16. Comment: One commenter observed that the justification for the
change to clarify ``how stipulations must be designed to carry out
provisions of the Energy Policy Act of 2005'' is questionable. Notably,
the requirement of the Energy Policy Act of 2005 was for the BLM and
Forest Service to enter into memorandums of understanding concerning
oil and gas leasing and operations--nothing more. The commenter
believes that this requirement has been met and in no way does the
Energy Policy Act of 2005 require the Forest Service regulations to
incorporate this direction.
Agency Response: Though the commenter is technically correct that
the Energy Policy Act does not ``require'' the Forest Service to
include specific language in regulation, the concept that lease
stipulations are consistently applied and coordinated between agencies
and only as restrictive as necessary to protect the resource or
resources for which the stipulations are applied is entirely reasonable
and fully protective of resources. USDA has elected to maintain the
provision in regulation because it informs Forest Service managers of
the need to cooperate and develop stipulations that fully provide
necessary protections but avoid restrictions that only serve to make
leases less economically attractive.
17. Comment: Relating to the ``Effect of leasing consent
decision,'' commenters challenged the Forest Service proposed rule that
states, ``An authorized Forest Service officer's identification of
lands as open to leasing . . . does [not] constitute an irretrievable
or irreversible commitment of resources.''
Agency Response: The Forest Service consent decision does not
necessarily lead to leasing as that decision and action belongs to the
BLM. Further, the Forest Service may withdraw its consent at any time
prior to a lease sale.
18. Comments: On the topic of the proposed rule's removal of
language from the existing regulation for ``Leasing Decisions for
Specific Lands,'' this proposed change generated the highest number of
topic-specific comments--mostly unfavorable. Commenters asserted the
Forest Service was eliminating a step requiring environmental review
under the NEPA and additional public participation, ceding Forest
Service authority to the BLM and placing oil and gas leasing above any
environmental considerations. A few commenters stated removing the
language would help avoid confusion by the public as to exactly what
the current provision was calling for and thus avoid unnecessary legal
challenges.
Agency Response: Based on public comment, our attempt to refine and
clarify a single Forest Service decision point and avoid confusion was
not successful. The draft rule attempted to clarify that the Forest
Service would make a single decision identifying available lands for
which the Agency would provide consent to the BLM to offering oil and
gas leases for sale. The decision was to occur following a forest or
area-wide leasing analysis. It is notable that the existing regulation
actually uses the word ``decision'' in the paragraph titled ``Leasing
decisions for specific lands'' (36 CFR 228.102(e)). However, when
considering what the existing regulation requires, it is readily
apparent that this is not a second, independent decision or Federal
action requiring a more detailed analysis, but rather has been regarded
as an administrative review verifying that leasing of the specific
lands being reviewed has been adequately addressed in a NEPA document
and is consistent with the applicable land management plan. The draft
rule removed this regulatory text because it duplicates other
procedures and regulatory requirements. That is, the Forest Service
inevitably sought to assure that NEPA and other Forest Service
regulations and policy remained valid at the time specific tracts were
included in a lease sale. Removal of the text seemed to create more
confusion. As a result, the final rule includes new text titled
``Review of Leasing Consent Decision for Specific Lands'' with the
review leading to either a confirmation of the leasing consent decision
or a withdrawal of consent (based on new information necessitating
further analysis, for example). Additional direction was added for the
Forest Service to provide notification to the BLM of results of the
review confirming the leasing consent decision for specific lands or
withdrawing its leasing consent for specific parcels. If the consent is
withdrawn, the notification will describe the reasons for the
withdrawal and provide an anticipated course of action.

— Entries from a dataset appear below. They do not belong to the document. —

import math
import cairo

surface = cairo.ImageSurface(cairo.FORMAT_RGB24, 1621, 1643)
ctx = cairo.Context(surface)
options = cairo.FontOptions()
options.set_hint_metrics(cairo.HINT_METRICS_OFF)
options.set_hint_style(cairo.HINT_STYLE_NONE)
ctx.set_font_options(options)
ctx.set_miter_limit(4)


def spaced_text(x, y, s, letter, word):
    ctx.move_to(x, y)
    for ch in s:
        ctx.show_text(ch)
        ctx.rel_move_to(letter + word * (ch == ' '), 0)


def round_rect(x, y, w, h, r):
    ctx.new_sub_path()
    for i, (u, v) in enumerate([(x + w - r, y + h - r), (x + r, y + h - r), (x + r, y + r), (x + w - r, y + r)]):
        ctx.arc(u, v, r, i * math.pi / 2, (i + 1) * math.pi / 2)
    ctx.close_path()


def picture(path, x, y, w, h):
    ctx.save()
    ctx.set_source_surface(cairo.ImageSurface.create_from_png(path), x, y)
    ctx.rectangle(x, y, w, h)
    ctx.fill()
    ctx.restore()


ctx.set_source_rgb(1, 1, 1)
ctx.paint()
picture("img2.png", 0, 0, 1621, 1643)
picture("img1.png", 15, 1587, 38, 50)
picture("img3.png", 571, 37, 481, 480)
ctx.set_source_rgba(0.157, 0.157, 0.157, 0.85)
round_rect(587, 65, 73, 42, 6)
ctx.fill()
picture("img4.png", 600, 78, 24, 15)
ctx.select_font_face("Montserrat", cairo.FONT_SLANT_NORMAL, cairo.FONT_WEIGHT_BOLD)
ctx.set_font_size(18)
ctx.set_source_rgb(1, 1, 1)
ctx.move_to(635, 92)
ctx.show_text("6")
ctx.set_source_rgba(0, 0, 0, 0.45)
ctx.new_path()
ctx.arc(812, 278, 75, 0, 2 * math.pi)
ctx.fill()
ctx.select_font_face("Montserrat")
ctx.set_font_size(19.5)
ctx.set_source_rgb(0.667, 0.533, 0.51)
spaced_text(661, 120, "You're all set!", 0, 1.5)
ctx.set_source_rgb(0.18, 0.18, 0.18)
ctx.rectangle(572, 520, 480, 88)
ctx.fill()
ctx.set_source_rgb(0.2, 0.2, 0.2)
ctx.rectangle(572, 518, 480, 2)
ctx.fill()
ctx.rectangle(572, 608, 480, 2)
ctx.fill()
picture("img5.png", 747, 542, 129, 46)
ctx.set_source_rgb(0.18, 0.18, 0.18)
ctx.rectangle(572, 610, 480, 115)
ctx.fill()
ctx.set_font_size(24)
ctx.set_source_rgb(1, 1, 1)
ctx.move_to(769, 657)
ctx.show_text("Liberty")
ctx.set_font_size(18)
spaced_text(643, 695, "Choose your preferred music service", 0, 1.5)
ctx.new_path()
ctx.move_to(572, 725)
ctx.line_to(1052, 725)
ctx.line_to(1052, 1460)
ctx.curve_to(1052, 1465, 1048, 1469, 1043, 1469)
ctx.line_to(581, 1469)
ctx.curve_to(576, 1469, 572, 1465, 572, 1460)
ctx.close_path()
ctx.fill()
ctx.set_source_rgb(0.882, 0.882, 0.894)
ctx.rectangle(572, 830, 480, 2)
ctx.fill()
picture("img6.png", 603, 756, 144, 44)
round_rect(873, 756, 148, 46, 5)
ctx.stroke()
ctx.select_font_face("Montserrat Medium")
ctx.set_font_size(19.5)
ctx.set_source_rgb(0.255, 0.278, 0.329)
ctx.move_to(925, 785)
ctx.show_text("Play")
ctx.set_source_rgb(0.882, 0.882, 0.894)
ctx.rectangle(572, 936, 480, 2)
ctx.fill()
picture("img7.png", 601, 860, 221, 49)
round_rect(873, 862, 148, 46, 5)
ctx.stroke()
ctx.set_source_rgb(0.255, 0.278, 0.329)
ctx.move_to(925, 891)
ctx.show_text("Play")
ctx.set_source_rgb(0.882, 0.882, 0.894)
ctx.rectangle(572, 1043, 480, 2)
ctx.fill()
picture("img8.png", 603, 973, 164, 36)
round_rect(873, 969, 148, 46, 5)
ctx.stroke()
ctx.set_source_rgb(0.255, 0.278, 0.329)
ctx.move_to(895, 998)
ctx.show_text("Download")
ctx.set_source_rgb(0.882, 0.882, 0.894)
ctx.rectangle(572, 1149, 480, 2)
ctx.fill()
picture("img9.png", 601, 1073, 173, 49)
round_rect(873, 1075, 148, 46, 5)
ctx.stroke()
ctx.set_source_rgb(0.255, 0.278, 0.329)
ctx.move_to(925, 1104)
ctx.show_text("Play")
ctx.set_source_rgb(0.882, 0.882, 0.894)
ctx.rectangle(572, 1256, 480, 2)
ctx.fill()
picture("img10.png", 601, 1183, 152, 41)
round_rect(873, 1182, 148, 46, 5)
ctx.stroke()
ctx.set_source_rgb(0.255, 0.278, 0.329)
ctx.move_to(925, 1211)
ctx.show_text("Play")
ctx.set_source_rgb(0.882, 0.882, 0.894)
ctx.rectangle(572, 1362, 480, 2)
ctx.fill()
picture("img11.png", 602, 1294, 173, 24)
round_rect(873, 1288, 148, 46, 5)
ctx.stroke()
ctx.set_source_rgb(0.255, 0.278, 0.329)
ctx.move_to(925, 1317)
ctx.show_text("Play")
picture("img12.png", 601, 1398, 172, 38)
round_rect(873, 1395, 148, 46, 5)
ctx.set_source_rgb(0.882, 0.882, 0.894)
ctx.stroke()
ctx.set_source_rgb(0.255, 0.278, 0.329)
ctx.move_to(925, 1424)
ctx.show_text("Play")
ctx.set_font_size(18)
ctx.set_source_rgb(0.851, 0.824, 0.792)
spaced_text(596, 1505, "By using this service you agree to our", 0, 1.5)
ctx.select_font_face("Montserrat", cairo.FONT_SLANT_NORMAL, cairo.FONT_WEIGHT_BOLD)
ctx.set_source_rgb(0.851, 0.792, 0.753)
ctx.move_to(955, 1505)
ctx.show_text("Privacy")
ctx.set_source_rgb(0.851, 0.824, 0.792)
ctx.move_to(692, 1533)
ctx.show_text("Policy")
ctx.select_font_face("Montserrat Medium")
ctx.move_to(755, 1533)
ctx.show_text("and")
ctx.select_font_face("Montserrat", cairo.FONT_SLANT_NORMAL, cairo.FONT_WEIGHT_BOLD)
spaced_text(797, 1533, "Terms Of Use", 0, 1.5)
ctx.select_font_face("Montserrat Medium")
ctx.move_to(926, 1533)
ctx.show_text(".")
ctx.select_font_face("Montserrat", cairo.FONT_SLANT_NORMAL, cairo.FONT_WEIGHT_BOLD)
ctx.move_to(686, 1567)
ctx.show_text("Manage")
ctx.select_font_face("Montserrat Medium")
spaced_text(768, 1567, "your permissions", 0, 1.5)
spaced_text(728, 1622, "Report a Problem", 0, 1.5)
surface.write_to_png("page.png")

19. Comments: Several commenters expressed concern that the Forest
Service might withdraw its consent any time prior to a BLM lease sale,
with some suggesting there should be a specified timeframe prior to a
lease sale citing prospective bidders expending time and money
evaluating parcels.
Agency Response: After consideration, the final rule removes
section 228.103(e)--Withdrawing lease consent. The provision was added
to the draft rule with the removal of existing 228.102(e)--Leasing
decision for specific lands from the draft rule. The time between
Forest Service leasing consent and an actual lease sale could be a
number of years and conditions could change. A provision of the Forest
Service's ability to withdraw its consent for specific parcels was
informative to Forest Service and BLM, industry, and the public. The
time between a notice from the BLM to the Forest Service that Forest
Service parcels are scheduled for a lease sale is typically a month to
several months. The Forest Service retains the discretion to withdraw
its consent prior to a lease sale.
Section 228.104 Consideration of Requests To Waive, Except, or Modify
Lease Stipulations
20. Comment: Commenters expressed support allowing the Forest
Service discretion to provide waivers, exceptions, or modifications to
lease stipulations identified in section 228.104. Governments on
Colorado's Western Slope argued in other rulemaking processes, that one
size does not fit all, and this will allow the Forest Service to adjust
accordingly.
Agency Response: The Department agrees that this longstanding
procedure is a valuable tool in oil and gas leasing administration. To
ensure adequate protection is maintained, if the activity would cause
effects on surface resources not authorized by the currently approved
surface use plan of operations, the sundry notice is subject to the
same
[[Page 3652]]
requirements of sections 228.106 and 228.107.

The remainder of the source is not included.